From 1969 to 1980, he was a biology investigator looking for life on mars with NASA's Viking Mission to Mars.

In 1973, Rich's lab determined the structure of tRNA.

In 1979, Rich and co-workers at MIT grew a crystal of Z-DNA. After 26 years of attempts, Rich et al. finally crystallised the junction box of B- and Z-DNA. Their results were published in an October 2005 Nature journal.
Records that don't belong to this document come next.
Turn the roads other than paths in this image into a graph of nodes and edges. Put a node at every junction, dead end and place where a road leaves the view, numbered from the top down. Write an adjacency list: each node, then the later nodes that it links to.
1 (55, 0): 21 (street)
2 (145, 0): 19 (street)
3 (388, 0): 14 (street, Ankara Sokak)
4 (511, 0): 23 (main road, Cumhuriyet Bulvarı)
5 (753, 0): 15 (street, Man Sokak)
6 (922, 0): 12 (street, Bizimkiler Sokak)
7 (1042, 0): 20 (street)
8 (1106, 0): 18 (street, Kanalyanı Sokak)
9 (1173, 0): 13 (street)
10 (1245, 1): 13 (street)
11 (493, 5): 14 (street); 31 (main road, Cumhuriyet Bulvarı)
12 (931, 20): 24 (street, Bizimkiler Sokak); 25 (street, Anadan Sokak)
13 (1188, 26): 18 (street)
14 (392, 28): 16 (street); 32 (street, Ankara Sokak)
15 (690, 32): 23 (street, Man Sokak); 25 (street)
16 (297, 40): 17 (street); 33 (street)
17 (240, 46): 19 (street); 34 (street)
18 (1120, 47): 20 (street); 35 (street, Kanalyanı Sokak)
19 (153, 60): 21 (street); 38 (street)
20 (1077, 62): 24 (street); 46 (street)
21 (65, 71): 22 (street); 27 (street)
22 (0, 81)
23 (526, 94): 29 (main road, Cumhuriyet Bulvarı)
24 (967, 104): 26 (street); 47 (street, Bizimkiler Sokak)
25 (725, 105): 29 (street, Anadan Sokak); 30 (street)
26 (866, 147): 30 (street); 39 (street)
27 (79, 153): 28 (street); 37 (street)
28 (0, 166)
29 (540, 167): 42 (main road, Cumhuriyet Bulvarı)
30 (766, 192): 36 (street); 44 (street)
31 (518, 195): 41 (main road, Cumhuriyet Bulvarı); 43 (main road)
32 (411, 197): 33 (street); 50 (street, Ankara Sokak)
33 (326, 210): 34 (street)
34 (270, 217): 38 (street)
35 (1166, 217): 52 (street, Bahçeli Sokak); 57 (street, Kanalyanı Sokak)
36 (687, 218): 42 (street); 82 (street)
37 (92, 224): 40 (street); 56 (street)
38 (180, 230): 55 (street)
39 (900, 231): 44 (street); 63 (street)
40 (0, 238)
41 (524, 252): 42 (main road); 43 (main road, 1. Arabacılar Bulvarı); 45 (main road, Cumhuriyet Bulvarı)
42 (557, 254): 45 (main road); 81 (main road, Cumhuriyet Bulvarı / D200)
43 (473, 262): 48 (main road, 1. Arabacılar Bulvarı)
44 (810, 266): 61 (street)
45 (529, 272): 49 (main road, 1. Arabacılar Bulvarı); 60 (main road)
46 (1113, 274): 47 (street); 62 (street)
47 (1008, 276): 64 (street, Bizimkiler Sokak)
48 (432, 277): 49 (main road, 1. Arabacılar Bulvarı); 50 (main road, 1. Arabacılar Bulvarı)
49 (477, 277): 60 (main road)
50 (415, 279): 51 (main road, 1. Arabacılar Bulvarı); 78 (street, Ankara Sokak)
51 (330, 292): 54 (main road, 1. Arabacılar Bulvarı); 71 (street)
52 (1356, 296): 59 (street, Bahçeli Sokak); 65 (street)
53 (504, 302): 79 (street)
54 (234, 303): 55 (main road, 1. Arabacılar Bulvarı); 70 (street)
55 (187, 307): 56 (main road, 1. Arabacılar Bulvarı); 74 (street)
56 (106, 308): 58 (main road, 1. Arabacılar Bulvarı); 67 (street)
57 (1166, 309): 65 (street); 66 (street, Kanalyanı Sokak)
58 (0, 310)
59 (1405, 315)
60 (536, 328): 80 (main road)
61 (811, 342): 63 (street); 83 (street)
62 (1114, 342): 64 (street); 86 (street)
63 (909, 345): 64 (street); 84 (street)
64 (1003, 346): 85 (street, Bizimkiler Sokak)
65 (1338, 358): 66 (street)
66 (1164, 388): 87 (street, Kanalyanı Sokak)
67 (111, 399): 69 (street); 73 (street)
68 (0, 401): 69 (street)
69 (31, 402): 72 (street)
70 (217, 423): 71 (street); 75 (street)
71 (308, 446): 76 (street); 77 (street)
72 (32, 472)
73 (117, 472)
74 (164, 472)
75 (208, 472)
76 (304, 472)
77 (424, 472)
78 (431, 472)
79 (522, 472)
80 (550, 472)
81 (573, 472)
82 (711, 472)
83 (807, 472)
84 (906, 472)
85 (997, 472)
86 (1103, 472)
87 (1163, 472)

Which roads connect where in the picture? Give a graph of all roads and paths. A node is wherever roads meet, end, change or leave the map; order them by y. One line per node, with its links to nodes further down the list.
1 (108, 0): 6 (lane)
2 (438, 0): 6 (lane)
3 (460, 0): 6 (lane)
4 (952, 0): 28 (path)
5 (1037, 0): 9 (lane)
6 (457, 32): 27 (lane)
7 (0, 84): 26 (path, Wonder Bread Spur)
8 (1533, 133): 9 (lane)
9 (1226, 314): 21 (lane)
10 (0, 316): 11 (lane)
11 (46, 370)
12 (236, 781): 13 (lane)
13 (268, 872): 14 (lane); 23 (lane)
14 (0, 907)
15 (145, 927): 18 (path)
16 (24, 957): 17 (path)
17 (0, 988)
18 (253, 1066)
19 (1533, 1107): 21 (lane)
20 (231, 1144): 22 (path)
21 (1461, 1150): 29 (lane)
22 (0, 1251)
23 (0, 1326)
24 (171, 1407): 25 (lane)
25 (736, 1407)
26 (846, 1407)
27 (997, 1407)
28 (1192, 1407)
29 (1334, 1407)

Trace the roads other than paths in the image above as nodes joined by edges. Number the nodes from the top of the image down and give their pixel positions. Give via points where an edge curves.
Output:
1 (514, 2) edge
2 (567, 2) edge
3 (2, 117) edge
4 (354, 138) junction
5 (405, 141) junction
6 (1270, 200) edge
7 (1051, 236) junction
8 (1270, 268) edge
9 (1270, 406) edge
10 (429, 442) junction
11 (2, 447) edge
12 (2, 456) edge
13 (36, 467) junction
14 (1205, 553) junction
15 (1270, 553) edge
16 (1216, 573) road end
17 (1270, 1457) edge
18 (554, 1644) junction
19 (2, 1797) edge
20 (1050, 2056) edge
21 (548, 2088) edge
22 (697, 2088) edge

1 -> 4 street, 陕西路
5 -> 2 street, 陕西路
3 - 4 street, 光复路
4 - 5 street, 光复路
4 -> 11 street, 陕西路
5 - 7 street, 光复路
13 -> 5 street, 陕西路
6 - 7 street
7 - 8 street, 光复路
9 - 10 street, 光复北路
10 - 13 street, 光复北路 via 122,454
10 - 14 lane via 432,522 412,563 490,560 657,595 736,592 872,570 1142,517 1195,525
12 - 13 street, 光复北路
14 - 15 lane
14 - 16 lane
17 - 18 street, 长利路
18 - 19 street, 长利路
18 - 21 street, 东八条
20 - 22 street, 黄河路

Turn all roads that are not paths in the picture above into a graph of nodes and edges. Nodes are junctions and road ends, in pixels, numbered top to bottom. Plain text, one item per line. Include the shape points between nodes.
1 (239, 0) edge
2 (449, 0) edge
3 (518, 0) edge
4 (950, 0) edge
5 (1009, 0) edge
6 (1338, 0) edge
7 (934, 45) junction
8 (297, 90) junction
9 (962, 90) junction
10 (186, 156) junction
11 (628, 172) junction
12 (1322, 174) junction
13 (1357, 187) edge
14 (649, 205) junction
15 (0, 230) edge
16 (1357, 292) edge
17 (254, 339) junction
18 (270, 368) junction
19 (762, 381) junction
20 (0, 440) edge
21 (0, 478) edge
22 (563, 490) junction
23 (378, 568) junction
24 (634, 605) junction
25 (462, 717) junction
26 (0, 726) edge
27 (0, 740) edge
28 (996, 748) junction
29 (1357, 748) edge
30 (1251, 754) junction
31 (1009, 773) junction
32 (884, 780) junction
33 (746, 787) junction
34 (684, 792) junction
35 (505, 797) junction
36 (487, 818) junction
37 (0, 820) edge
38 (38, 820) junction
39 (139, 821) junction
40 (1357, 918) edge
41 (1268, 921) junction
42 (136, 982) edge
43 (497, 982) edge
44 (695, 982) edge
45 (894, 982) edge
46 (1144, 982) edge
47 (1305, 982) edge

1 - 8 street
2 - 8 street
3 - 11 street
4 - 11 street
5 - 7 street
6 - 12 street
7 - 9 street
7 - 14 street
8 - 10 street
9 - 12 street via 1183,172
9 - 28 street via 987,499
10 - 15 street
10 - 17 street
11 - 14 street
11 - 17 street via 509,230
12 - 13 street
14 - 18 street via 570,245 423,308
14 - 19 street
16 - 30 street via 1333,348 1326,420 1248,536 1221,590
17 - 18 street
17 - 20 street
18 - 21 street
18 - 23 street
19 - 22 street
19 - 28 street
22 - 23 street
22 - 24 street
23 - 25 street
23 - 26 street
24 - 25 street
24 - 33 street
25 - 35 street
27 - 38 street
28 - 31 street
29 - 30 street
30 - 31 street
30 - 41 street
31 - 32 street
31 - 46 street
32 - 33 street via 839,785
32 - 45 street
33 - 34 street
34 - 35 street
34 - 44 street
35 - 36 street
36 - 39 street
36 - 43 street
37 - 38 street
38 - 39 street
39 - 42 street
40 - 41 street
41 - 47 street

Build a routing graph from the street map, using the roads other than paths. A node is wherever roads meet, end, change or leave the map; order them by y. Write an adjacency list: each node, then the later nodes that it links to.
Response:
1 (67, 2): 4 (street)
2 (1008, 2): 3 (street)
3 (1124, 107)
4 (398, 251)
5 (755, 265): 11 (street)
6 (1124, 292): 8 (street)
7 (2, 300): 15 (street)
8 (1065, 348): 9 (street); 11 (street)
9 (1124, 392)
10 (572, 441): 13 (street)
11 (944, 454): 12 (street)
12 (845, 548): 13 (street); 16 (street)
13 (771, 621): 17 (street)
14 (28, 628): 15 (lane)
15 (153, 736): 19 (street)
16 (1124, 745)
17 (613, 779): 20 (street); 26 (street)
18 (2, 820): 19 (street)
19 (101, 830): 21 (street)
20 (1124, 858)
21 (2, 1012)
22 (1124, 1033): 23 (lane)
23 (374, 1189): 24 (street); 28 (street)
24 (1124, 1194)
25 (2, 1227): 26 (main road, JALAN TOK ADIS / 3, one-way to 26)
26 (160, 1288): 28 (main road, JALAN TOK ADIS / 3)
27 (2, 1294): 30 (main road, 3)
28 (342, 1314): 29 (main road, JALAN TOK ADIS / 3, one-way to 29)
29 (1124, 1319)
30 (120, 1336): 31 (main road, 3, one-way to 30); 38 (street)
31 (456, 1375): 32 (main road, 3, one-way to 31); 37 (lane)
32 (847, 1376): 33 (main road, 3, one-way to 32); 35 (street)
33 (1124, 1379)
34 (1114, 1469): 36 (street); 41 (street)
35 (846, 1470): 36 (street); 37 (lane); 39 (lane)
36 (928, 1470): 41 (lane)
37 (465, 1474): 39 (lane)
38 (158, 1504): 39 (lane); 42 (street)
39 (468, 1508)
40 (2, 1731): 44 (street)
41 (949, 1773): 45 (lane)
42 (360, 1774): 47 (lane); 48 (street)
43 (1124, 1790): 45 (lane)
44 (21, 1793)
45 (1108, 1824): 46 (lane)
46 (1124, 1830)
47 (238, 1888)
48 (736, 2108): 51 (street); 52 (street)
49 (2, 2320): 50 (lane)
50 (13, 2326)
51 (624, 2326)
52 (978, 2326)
Whenever Z-DNA forms, there must be two junction boxes that allow the flip back to the canonical B-form of DNA.

== List of awards and prizes received ==
- a member of the National Academy of Sciences (appointed 17 April 1978)
- a member of the American Academy of Arts and Sciences
- a member of the Philosophical Society
- a member of the French Academy of Sciences
- a member of the Institute of Medicine
- a member of the Scientific Advisory Board of U.S. Genomics, Inc.
- President Bill Clinton recognized his outstanding scientific achievements with the National Medal of Science in 1995.
- The Bower Award and Prize for Achievement in Science (2000)
- 2001 William Procter Prize for Scientific Achievement
- 2008 Welch Award in Chemistry: "For outstanding contributions to the understanding of the chemical and biochemical mechanisms in maintaining a living cell".

===Awards and prizes===
- Sigma Xi Proctor Prize, Raleigh, NC (2001)
- Bower Award and Prize, the Franklin Institute, Philadelphia, PA (2000)
- National Medal of Science, Washington, DC (1995)
- Linus Pauling Medal, American Chemical Society, Northwest Sections (1995)
- Lewis S. Rosenstiel Award in Basic Biomedical Research, Brandeis Univ., Waltham, MA (1983)
- James R. Killian Faculty Achievement Award, Massachusetts Institute of Technology (1980)
- Presidential Award, New York Academy of Science, New York, NY (1977)
- Theodore van Karmen Award for Viking Mars Mission, Washington, DC (1976)
- Skylab Achievement Award, National Aeronautics and Space Administration, Washington, DC (1974)

===Academies===
- Foreign Member, Russian Academy of Sciences, Moscow, Russia (1994)
- Honorary Member, Japanese Biochemical Society, Tokyo, Japan (1986)
- Foreign Member, French Academy of Sciences, Paris, France (1984)
- Honorary Doctorate, Federal University of Rio de Janeiro, Brazil (1981)
- American Philosophical Society, Philadelphia, PA (1980)
- Pontifical Academy of Sciences (1978)
- National Academy of Sciences, Washington, DC (1970)
- Fellow, American Association for the Advancement of Science, Washington, DC (1965)
- Fellow, Guggenheim Foundation (1963)
- Fellow, American Academy of Arts and Sciences, Boston, MA (1959)
- Fellow, National Research Council, Washington, DC (1949–51).